Write out the data word for word and omit every picture.

○ ○ ○

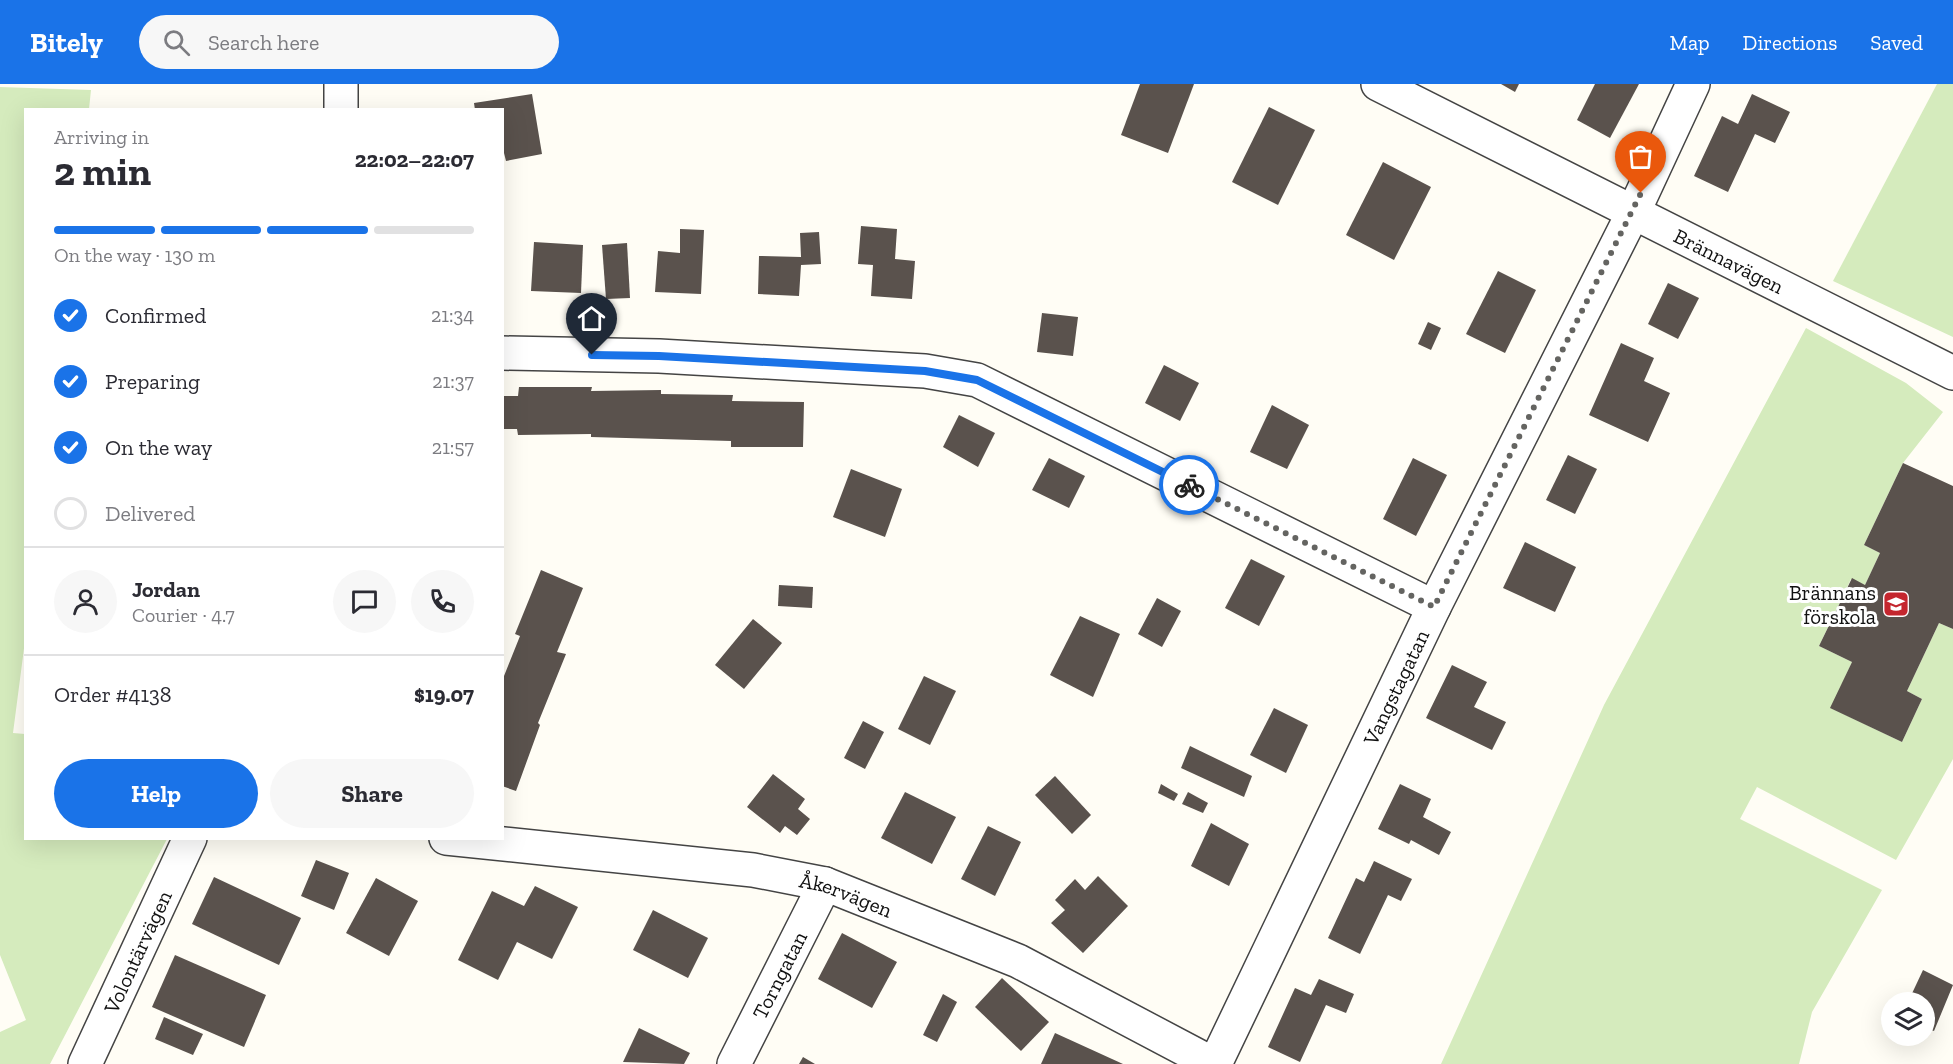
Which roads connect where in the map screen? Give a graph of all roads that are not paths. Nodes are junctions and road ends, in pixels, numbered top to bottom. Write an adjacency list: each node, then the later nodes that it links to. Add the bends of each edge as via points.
1 (341, 84): 4 (street)
2 (1378, 84): 5 (street, Brännavägen)
3 (1693, 84): 5 (street, Vangstagatan)
4 (341, 108)
5 (1634, 211): 7 (street, Brännavägen); 8 (street, Vangstagatan)
6 (504, 353): 8 (street, via 670,356 925,371 977,380)
7 (1953, 373)
8 (1434, 607): 14 (street, Vangstagatan)
9 (189, 840): 12 (street, Volontärvägen)
10 (465, 840): 11 (street, Åkervägen, via 753,870)
11 (825, 884): 13 (street, Torngatan); 14 (street, Åkervägen, via 1018,961)
12 (85, 1064)
13 (734, 1064)
14 (1214, 1064)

○ ○ ○

**Answer section:**
Which roads connect where in the map screen? Give a graph of all roads that are not paths. Nodes are junctions and road ends, in pixels, numbered top to bottom. Write an adjacency list: each node, then the later nodes that it links to. Add the bends of each edge as via points.
1 (341, 84): 4 (street)
2 (1378, 84): 5 (street, Brännavägen)
3 (1693, 84): 5 (street, Vangstagatan)
4 (341, 108)
5 (1634, 211): 7 (street, Brännavägen); 8 (street, Vangstagatan)
6 (504, 353): 8 (street, via 670,356 925,371 977,380)
7 (1953, 373)
8 (1434, 607): 14 (street, Vangstagatan)
9 (189, 840): 12 (street, Volontärvägen)
10 (465, 840): 11 (street, Åkervägen, via 753,870)
11 (825, 884): 13 (street, Torngatan); 14 (street, Åkervägen, via 1018,961)
12 (85, 1064)
13 (734, 1064)
14 (1214, 1064)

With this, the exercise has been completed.